*** Provided records ***

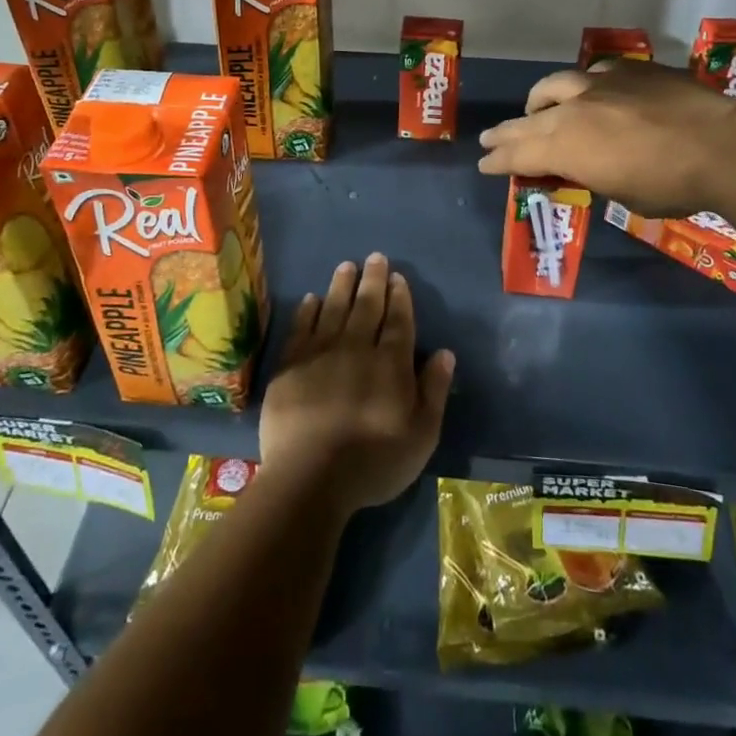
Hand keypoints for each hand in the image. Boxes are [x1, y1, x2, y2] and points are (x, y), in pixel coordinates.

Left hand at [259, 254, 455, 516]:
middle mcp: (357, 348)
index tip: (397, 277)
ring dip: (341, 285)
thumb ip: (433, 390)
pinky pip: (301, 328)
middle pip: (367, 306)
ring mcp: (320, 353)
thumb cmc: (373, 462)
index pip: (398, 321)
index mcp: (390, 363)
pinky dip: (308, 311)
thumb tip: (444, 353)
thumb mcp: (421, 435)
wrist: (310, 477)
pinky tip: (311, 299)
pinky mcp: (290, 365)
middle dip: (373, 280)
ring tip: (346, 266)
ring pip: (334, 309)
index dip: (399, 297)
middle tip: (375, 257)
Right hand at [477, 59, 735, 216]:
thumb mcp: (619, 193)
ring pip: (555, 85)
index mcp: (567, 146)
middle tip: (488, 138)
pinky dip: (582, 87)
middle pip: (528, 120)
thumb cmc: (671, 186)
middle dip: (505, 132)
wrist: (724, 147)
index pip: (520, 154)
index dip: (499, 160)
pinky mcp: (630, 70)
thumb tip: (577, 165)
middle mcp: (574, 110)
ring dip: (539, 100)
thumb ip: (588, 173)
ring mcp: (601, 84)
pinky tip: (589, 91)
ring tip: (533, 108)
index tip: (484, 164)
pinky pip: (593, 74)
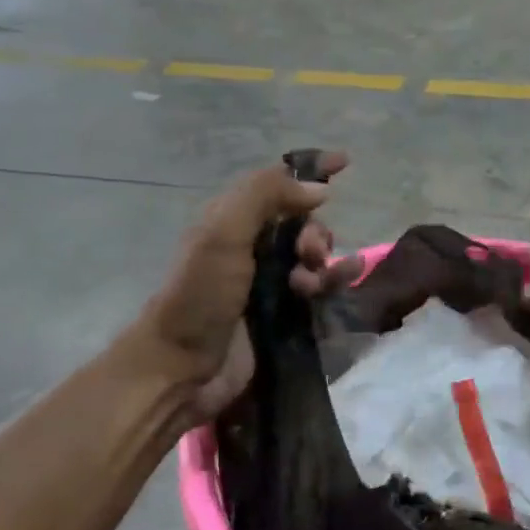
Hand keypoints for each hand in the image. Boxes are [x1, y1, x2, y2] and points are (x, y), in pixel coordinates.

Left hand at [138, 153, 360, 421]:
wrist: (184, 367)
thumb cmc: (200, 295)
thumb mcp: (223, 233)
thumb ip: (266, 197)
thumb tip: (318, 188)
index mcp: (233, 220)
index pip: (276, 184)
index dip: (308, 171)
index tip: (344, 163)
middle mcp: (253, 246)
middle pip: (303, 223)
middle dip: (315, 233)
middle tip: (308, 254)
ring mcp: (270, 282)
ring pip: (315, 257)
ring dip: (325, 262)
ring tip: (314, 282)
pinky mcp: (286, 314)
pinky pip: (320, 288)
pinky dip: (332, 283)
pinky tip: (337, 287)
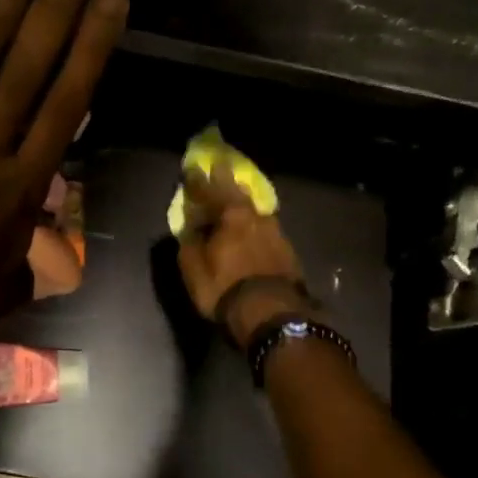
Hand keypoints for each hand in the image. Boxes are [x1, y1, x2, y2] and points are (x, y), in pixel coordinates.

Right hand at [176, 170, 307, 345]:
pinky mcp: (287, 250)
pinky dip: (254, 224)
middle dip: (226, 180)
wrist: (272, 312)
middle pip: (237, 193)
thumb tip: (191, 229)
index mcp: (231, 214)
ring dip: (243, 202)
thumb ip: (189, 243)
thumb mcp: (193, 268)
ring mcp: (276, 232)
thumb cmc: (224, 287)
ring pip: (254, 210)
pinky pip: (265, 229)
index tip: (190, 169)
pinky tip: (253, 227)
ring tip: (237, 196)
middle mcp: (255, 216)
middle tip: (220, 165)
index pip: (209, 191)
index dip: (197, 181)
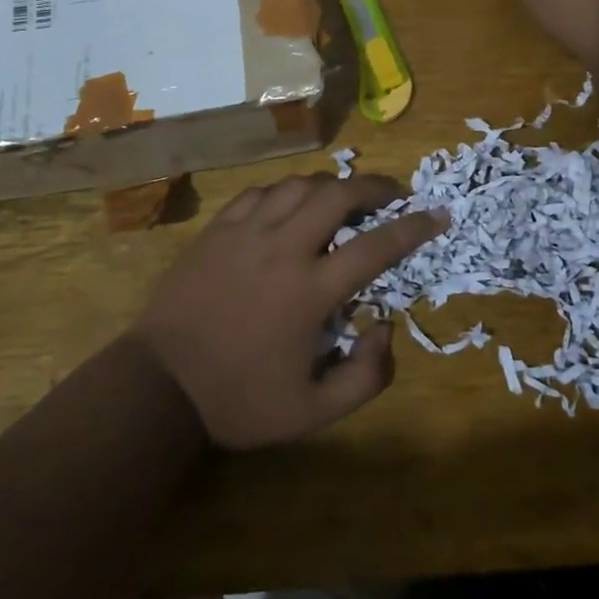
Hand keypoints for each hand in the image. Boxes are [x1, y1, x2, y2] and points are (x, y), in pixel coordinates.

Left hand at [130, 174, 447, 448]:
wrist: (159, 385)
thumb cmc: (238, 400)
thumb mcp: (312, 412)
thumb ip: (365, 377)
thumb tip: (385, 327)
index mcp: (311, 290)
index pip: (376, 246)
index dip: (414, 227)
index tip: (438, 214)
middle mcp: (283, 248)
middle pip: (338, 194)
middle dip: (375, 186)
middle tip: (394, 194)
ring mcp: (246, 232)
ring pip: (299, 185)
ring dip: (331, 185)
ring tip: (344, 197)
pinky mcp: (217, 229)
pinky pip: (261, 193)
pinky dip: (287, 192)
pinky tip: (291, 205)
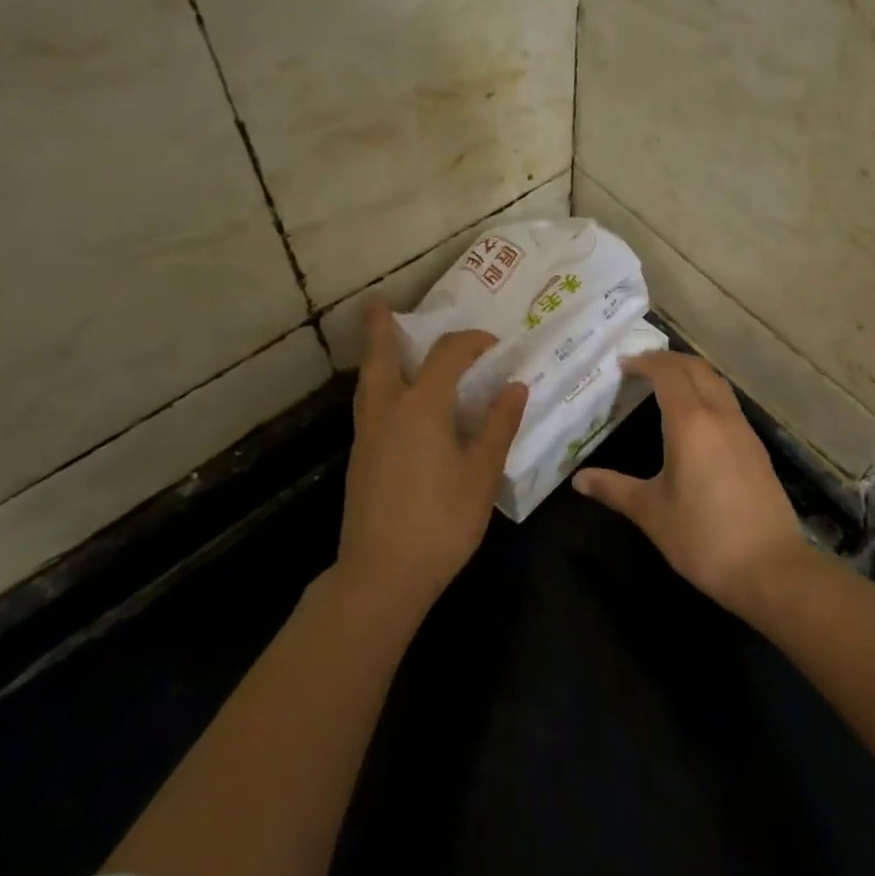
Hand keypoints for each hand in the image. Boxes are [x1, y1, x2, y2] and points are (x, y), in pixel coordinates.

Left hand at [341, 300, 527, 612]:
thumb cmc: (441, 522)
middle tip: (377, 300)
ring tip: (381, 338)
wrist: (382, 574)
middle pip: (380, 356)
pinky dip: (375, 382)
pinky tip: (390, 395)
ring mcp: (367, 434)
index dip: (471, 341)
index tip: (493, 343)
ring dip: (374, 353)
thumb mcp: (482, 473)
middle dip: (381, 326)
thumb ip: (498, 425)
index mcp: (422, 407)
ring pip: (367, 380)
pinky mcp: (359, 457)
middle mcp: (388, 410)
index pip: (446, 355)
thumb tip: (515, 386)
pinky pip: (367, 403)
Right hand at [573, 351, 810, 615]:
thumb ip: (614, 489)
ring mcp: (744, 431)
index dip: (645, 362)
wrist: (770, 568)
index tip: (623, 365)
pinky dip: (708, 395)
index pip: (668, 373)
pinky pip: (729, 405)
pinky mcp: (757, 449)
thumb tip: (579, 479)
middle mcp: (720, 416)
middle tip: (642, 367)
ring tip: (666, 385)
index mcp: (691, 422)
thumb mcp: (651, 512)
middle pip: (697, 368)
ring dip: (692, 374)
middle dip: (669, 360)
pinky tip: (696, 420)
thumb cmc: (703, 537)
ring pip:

*** End of Provided records ***

▶ [Instructions to follow]:
Go through the records and report each line that contains "wrist".

▶ [Output below]:
wrist: (310, 477)
wrist: (724, 147)
wrist: (184, 367)
wrist: (272, 312)
wrist: (159, 385)
wrist: (382, 574)
wrist: (770, 568)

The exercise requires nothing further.